_TASK TO COMPLETE_
Give every line of the data again, exactly.

□ □ □ □ □ □ □

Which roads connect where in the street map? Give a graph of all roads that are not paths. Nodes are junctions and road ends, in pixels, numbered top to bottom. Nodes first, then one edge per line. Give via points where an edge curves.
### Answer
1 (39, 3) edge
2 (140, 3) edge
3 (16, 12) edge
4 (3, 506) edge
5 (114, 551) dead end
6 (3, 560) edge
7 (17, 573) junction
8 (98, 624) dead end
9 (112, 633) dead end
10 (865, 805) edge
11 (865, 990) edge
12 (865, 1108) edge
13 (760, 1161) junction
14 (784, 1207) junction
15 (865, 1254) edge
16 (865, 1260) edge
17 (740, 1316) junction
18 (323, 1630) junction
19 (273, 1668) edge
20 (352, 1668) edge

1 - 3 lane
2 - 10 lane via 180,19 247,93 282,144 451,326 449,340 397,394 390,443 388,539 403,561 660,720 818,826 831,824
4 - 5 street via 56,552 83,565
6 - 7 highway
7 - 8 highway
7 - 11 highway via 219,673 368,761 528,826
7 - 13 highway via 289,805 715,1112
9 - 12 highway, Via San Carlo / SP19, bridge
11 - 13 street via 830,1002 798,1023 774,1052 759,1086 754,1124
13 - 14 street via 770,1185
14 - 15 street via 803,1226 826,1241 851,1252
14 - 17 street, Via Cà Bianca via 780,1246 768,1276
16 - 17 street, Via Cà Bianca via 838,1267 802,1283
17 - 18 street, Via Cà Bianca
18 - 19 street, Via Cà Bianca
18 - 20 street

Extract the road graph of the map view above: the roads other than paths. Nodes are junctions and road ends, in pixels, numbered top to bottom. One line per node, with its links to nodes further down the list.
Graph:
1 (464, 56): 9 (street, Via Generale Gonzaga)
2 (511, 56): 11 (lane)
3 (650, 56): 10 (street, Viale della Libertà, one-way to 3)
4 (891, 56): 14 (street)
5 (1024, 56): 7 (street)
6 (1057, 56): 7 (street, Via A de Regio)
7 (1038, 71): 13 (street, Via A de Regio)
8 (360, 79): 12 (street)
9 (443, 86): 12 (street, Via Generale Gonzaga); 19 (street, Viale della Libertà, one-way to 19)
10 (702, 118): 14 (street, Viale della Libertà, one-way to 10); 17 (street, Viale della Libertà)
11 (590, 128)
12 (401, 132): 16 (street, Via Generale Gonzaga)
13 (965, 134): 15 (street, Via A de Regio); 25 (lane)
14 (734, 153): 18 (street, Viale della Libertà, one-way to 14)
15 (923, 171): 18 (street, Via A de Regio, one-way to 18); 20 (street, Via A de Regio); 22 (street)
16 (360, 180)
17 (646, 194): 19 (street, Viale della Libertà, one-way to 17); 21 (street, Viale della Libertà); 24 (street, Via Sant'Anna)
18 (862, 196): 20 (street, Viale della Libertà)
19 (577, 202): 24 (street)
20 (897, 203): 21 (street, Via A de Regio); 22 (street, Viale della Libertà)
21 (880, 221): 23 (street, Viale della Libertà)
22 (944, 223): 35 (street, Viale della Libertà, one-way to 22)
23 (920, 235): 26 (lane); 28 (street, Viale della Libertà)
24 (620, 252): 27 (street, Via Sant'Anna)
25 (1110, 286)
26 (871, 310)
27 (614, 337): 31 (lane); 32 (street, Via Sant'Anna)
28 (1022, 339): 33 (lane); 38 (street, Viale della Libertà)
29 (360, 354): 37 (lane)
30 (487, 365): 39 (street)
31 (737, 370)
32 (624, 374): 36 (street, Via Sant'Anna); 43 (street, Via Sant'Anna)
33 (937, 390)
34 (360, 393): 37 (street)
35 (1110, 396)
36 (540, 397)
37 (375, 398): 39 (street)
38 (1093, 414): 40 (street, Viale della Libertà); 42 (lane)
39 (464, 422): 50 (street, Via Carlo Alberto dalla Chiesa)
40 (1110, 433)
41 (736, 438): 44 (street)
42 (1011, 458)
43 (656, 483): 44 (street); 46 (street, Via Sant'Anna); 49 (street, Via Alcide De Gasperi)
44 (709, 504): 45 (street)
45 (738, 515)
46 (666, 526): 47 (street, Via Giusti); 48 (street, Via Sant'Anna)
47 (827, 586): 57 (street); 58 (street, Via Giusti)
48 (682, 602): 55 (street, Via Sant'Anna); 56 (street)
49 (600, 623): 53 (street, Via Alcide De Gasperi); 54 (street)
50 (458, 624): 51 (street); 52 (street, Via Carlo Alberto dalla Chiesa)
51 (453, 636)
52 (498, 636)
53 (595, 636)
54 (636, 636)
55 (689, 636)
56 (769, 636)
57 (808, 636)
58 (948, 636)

□ □ □ □ □ □ □

_SOLVED PROBLEM_
Which roads connect where in the street map? Give a graph of all roads that are not paths. Nodes are junctions and road ends, in pixels, numbered top to bottom. Nodes first, then one edge per line. Give via points where an edge curves.
### Answer
1 (39, 3) edge
2 (140, 3) edge
3 (16, 12) edge
4 (3, 506) edge
5 (114, 551) dead end
6 (3, 560) edge
7 (17, 573) junction
8 (98, 624) dead end
9 (112, 633) dead end
10 (865, 805) edge
11 (865, 990) edge
12 (865, 1108) edge
13 (760, 1161) junction
14 (784, 1207) junction
15 (865, 1254) edge
16 (865, 1260) edge
17 (740, 1316) junction
18 (323, 1630) junction
19 (273, 1668) edge
20 (352, 1668) edge

1 - 3 lane
2 - 10 lane via 180,19 247,93 282,144 451,326 449,340 397,394 390,443 388,539 403,561 660,720 818,826 831,824
4 - 5 street via 56,552 83,565
6 - 7 highway
7 - 8 highway
7 - 11 highway via 219,673 368,761 528,826
7 - 13 highway via 289,805 715,1112
9 - 12 highway, Via San Carlo / SP19, bridge
11 - 13 street via 830,1002 798,1023 774,1052 759,1086 754,1124
13 - 14 street via 770,1185
14 - 15 street via 803,1226 826,1241 851,1252
14 - 17 street, Via Cà Bianca via 780,1246 768,1276
16 - 17 street, Via Cà Bianca via 838,1267 802,1283
17 - 18 street, Via Cà Bianca
18 - 19 street, Via Cà Bianca
18 - 20 street

Extract the road graph of the map view above: the roads other than paths. Nodes are junctions and road ends, in pixels, numbered top to bottom. One line per node, with its links to nodes further down the list.
Graph:
1 (464, 56): 9 (street, Via Generale Gonzaga)
2 (511, 56): 11 (lane)
3 (650, 56): 10 (street, Viale della Libertà, one-way to 3)
4 (891, 56): 14 (street)
5 (1024, 56): 7 (street)
6 (1057, 56): 7 (street, Via A de Regio)
7 (1038, 71): 13 (street, Via A de Regio)
8 (360, 79): 12 (street)
9 (443, 86): 12 (street, Via Generale Gonzaga); 19 (street, Viale della Libertà, one-way to 19)
10 (702, 118): 14 (street, Viale della Libertà, one-way to 10); 17 (street, Viale della Libertà)
11 (590, 128)
12 (401, 132): 16 (street, Via Generale Gonzaga)
13 (965, 134): 15 (street, Via A de Regio); 25 (lane)
14 (734, 153): 18 (street, Viale della Libertà, one-way to 14)
15 (923, 171): 18 (street, Via A de Regio, one-way to 18); 20 (street, Via A de Regio); 22 (street)
16 (360, 180)
17 (646, 194): 19 (street, Viale della Libertà, one-way to 17); 21 (street, Viale della Libertà); 24 (street, Via Sant'Anna)
18 (862, 196): 20 (street, Viale della Libertà)
19 (577, 202): 24 (street)
20 (897, 203): 21 (street, Via A de Regio); 22 (street, Viale della Libertà)
21 (880, 221): 23 (street, Viale della Libertà)
22 (944, 223): 35 (street, Viale della Libertà, one-way to 22)
23 (920, 235): 26 (lane); 28 (street, Viale della Libertà)
24 (620, 252): 27 (street, Via Sant'Anna)
25 (1110, 286)
26 (871, 310)
27 (614, 337): 31 (lane); 32 (street, Via Sant'Anna)
28 (1022, 339): 33 (lane); 38 (street, Viale della Libertà)
29 (360, 354): 37 (lane)
30 (487, 365): 39 (street)
31 (737, 370)
32 (624, 374): 36 (street, Via Sant'Anna); 43 (street, Via Sant'Anna)
33 (937, 390)
34 (360, 393): 37 (street)
35 (1110, 396)
36 (540, 397)
37 (375, 398): 39 (street)
38 (1093, 414): 40 (street, Viale della Libertà); 42 (lane)
39 (464, 422): 50 (street, Via Carlo Alberto dalla Chiesa)
40 (1110, 433)
41 (736, 438): 44 (street)
42 (1011, 458)
43 (656, 483): 44 (street); 46 (street, Via Sant'Anna); 49 (street, Via Alcide De Gasperi)
44 (709, 504): 45 (street)
45 (738, 515)
46 (666, 526): 47 (street, Via Giusti); 48 (street, Via Sant'Anna)
47 (827, 586): 57 (street); 58 (street, Via Giusti)
48 (682, 602): 55 (street, Via Sant'Anna); 56 (street)
49 (600, 623): 53 (street, Via Alcide De Gasperi); 54 (street)
50 (458, 624): 51 (street); 52 (street, Via Carlo Alberto dalla Chiesa)
51 (453, 636)
52 (498, 636)
53 (595, 636)
54 (636, 636)
55 (689, 636)
56 (769, 636)
57 (808, 636)
58 (948, 636)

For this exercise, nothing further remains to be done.